[Task brief]
An exact repetition of the listing is required.

[Given information]
● ● ●
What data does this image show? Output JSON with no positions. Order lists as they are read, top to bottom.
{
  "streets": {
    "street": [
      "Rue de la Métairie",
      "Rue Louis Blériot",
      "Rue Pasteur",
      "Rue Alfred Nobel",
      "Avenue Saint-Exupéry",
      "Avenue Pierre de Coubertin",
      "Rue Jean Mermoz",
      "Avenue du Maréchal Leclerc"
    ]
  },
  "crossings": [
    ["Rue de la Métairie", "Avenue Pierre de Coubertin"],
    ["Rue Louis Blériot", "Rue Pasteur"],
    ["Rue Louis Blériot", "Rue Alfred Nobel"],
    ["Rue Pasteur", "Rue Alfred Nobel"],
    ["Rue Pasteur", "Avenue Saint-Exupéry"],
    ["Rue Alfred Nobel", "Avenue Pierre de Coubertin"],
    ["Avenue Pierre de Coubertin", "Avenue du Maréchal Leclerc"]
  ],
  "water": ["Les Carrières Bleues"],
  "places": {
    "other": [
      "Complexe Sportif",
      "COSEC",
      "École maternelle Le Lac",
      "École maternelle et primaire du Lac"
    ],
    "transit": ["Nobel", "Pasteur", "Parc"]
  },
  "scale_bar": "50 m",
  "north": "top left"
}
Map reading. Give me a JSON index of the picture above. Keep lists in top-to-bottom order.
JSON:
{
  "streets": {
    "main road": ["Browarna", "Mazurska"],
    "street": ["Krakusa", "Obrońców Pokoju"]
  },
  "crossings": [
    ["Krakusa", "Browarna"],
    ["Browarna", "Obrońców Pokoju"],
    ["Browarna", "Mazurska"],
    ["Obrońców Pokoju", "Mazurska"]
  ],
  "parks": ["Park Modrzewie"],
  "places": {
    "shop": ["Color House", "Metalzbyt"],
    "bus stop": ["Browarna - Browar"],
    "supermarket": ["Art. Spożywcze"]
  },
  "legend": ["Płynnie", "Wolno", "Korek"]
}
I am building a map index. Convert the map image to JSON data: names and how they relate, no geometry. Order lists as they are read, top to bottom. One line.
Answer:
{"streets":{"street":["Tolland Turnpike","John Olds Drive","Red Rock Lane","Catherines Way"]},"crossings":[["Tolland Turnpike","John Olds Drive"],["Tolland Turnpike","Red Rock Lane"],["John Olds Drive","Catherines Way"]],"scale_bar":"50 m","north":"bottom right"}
● ● ●
[Task answer]
What data does this image show? Output JSON with no positions. Order lists as they are read, top to bottom.
{
  "streets": {
    "street": [
      "Rue de la Métairie",
      "Rue Louis Blériot",
      "Rue Pasteur",
      "Rue Alfred Nobel",
      "Avenue Saint-Exupéry",
      "Avenue Pierre de Coubertin",
      "Rue Jean Mermoz",
      "Avenue du Maréchal Leclerc"
    ]
  },
  "crossings": [
    ["Rue de la Métairie", "Avenue Pierre de Coubertin"],
    ["Rue Louis Blériot", "Rue Pasteur"],
    ["Rue Louis Blériot", "Rue Alfred Nobel"],
    ["Rue Pasteur", "Rue Alfred Nobel"],
    ["Rue Pasteur", "Avenue Saint-Exupéry"],
    ["Rue Alfred Nobel", "Avenue Pierre de Coubertin"],
    ["Avenue Pierre de Coubertin", "Avenue du Maréchal Leclerc"]
  ],
  "water": ["Les Carrières Bleues"],
  "places": {
    "other": [
      "Complexe Sportif",
      "COSEC",
      "École maternelle Le Lac",
      "École maternelle et primaire du Lac"
    ],
    "transit": ["Nobel", "Pasteur", "Parc"]
  },
  "scale_bar": "50 m",
  "north": "top left"
}
Map reading. Give me a JSON index of the picture above. Keep lists in top-to-bottom order.
JSON:
{
  "streets": {
    "main road": ["Browarna", "Mazurska"],
    "street": ["Krakusa", "Obrońców Pokoju"]
  },
  "crossings": [
    ["Krakusa", "Browarna"],
    ["Browarna", "Obrońców Pokoju"],
    ["Browarna", "Mazurska"],
    ["Obrońców Pokoju", "Mazurska"]
  ],
  "parks": ["Park Modrzewie"],
  "places": {
    "shop": ["Color House", "Metalzbyt"],
    "bus stop": ["Browarna - Browar"],
    "supermarket": ["Art. Spożywcze"]
  },
  "legend": ["Płynnie", "Wolno", "Korek"]
}
I am building a map index. Convert the map image to JSON data: names and how they relate, no geometry. Order lists as they are read, top to bottom. One line.
Answer:
{"streets":{"street":["Tolland Turnpike","John Olds Drive","Red Rock Lane","Catherines Way"]},"crossings":[["Tolland Turnpike","John Olds Drive"],["Tolland Turnpike","Red Rock Lane"],["John Olds Drive","Catherines Way"]],"scale_bar":"50 m","north":"bottom right"}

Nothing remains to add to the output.